The film is more conventionally heroic; the book is funnier and sadder
There is a quiet emotional undertow in the novel — loneliness, the strangeness of being the only human on an entire planet, the knowledge that every mistake could be fatal — that the film, in its crowd-pleasing mode, mostly replaces with uplift and ensemble camaraderie. Weir's Watney makes jokes because the alternative is despair, and you can feel the despair underneath. The book is funnier and sadder at the same time.
Scott's film is more conventionally heroic, with swelling music and inspirational speeches about bringing Watney home. The ensemble cast — Chastain, Ejiofor, Daniels, Bean — gets more screen time and emotional weight, which makes the film feel like a team effort rather than one man's lonely struggle. This isn't a flaw, exactly; it's a different tonal choice. The film wants you to cheer. The book wants you to laugh nervously and then realize you're holding your breath.
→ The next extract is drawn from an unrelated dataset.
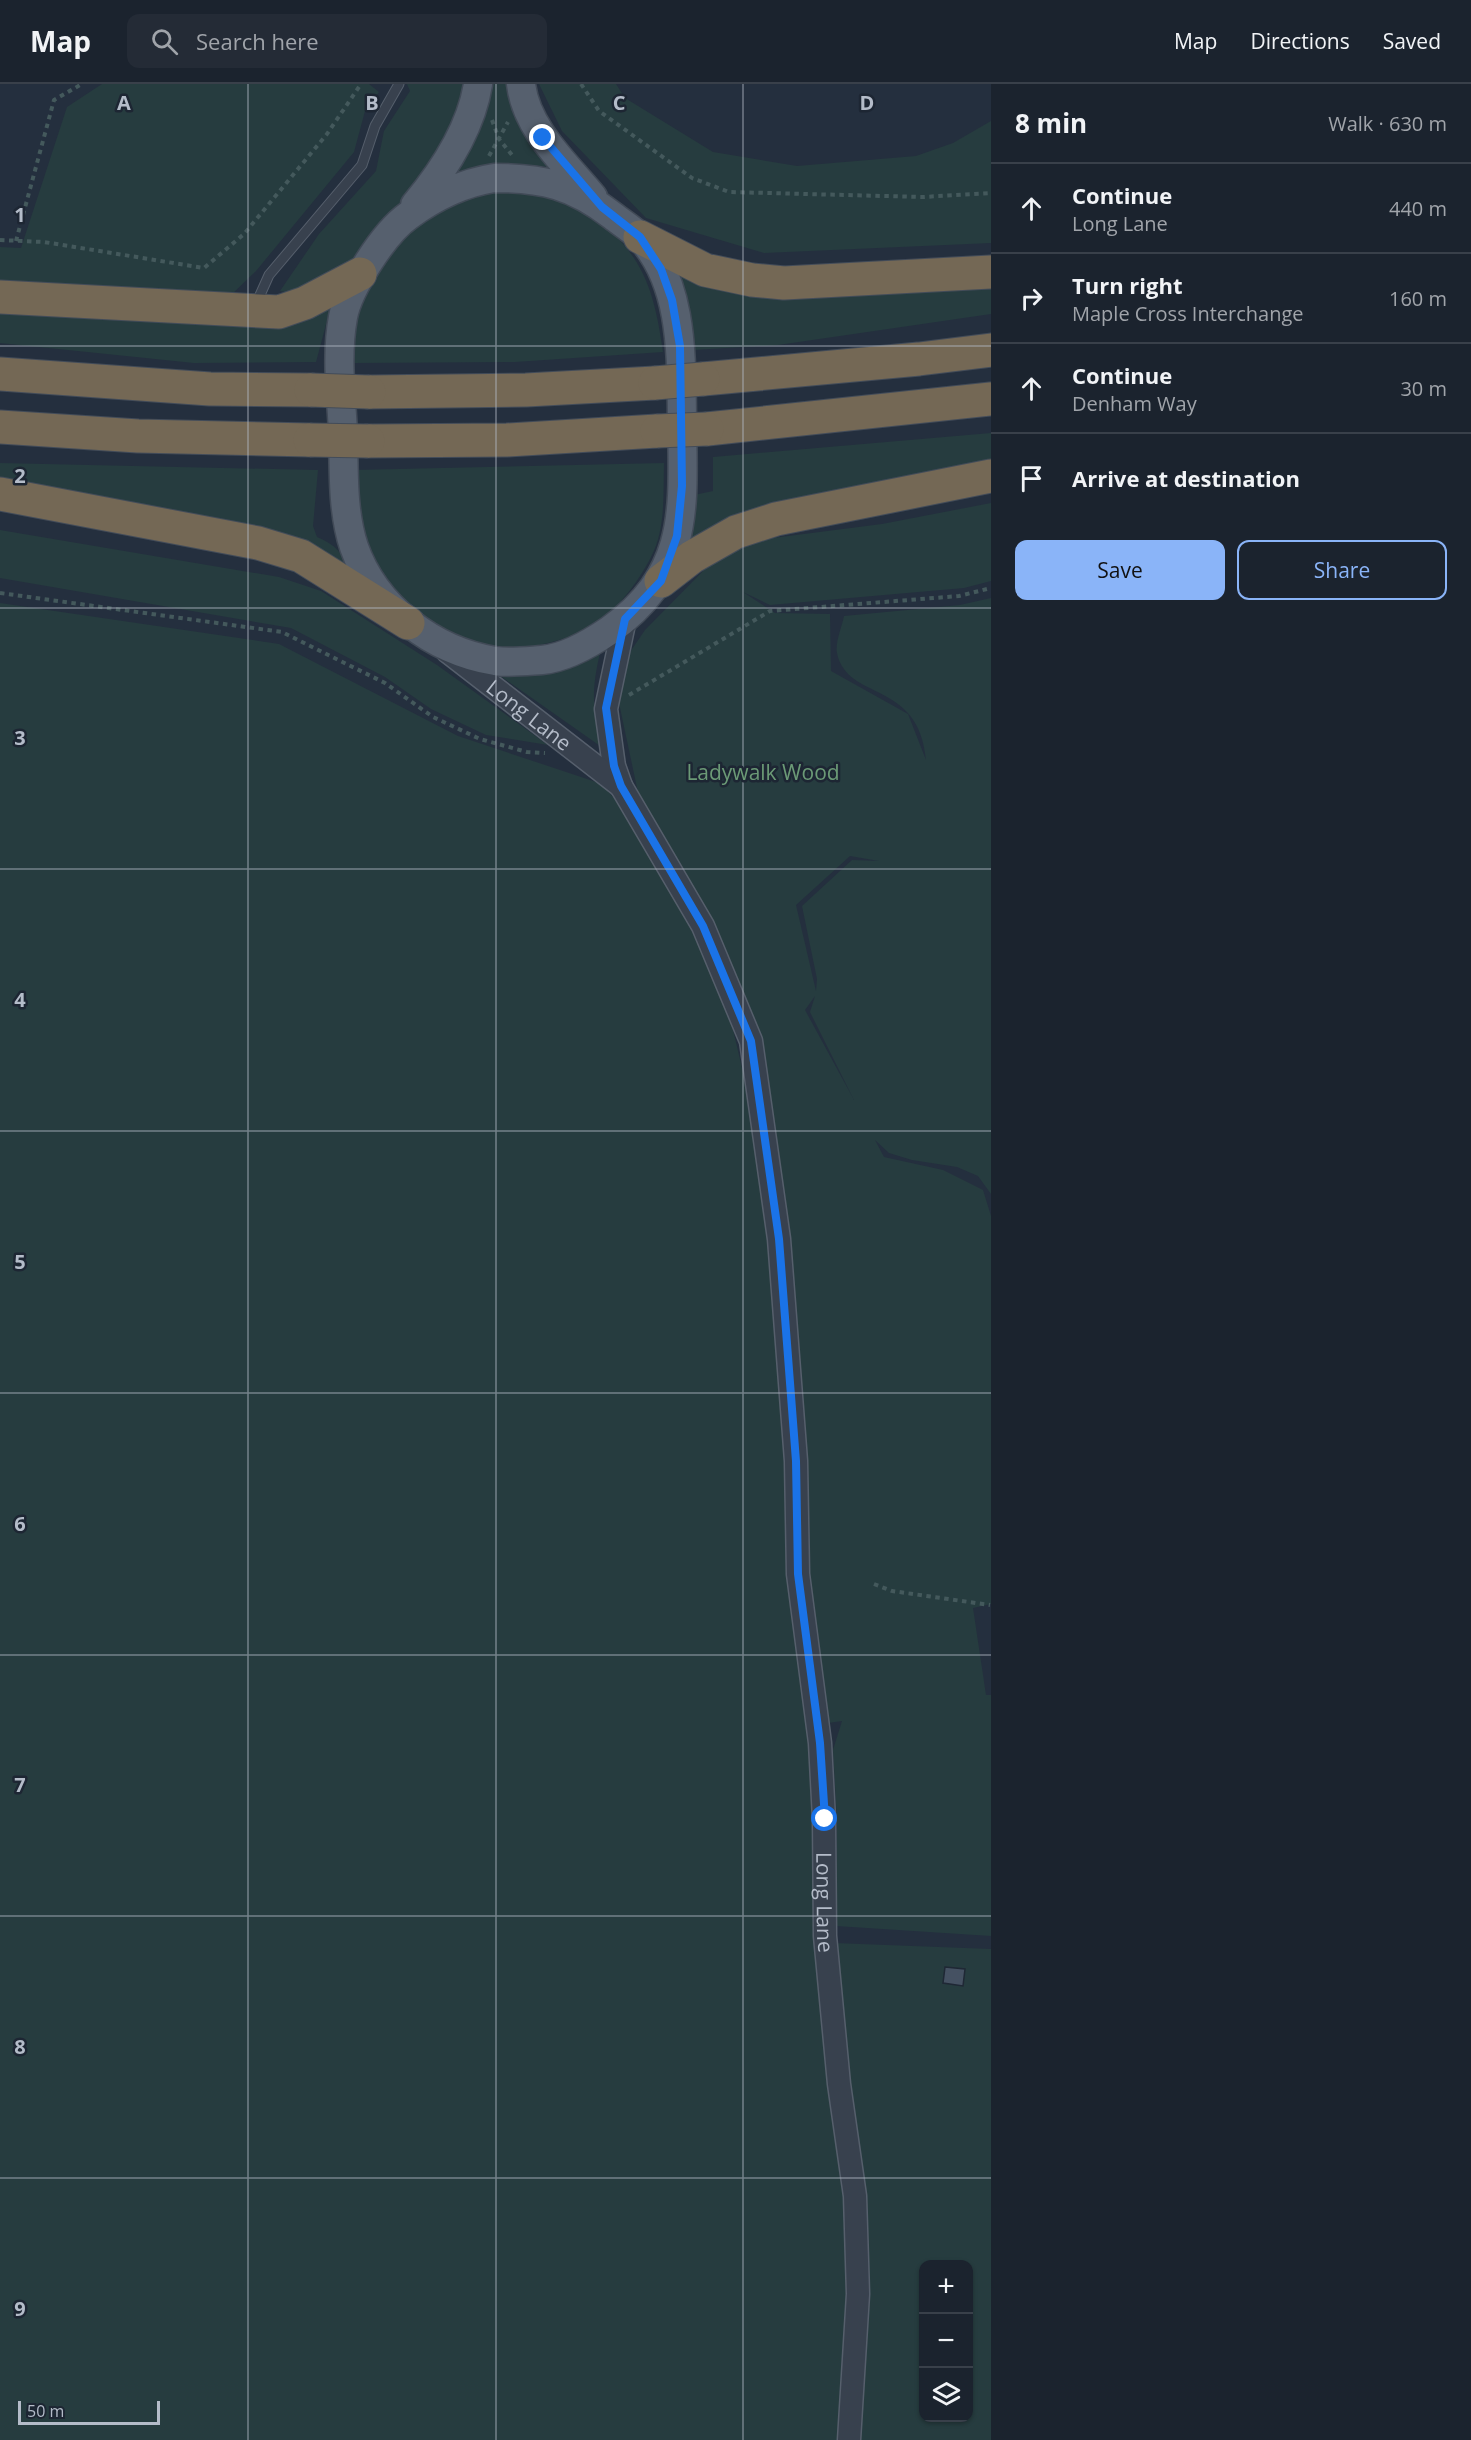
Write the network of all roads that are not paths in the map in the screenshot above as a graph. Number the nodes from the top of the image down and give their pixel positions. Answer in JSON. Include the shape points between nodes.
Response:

The rescue sequence is where the film unambiguously wins
This is one area where the film improves on the source. Scott's third-act rescue is a masterpiece of cross-cutting and editing — the visual storytelling of Watney's spacewalk, Commander Lewis's decision to retrieve him herself, and the Hermes crew's coordinated response is more viscerally effective than Weir's prose version of the same events. Damon's physical performance as Watney punctures his suit to propel himself toward the Hermes is both absurd and heroic, and the film earns its emotional payoff.
The book's rescue works fine, but it's told through Watney's log entries and lacks the immediacy of seeing it happen in real time. Scott's visual grammar — the silence of space, the tether extending, Lewis's face as she reaches for Watney — is more powerful than Weir's narration. If you only watch one scene from the film, make it this one.
Should You Read First?
The book and film are closely matched — either works as an entry point, which is unusual. The book is more technically detailed and funnier, with Watney's internal monologue providing constant entertainment and genuine insight into the problem-solving process. The film is better paced, more emotionally direct, and Damon is definitive Watney — it's impossible to read the book now without hearing his voice.
If you've already seen the film, the book will give you everything Scott had to leave out: the full scope of Watney's disasters, the detailed science, and the darker undercurrent of isolation. If you liked Project Hail Mary, read The Martian and see exactly where Weir learned his craft — this is the book that taught him how to balance humor, science, and stakes. Start wherever you like; you'll want to experience both eventually.
A genuinely close call — one of the better-matched book-film pairs in recent memory. The book is funnier, more technically rich, and gives you Watney's mind; the film is better paced, more emotionally direct, and Scott's rescue sequence is extraordinary. Read both. Start wherever you like. You'll be glad you experienced both versions of the best survival story set on Mars.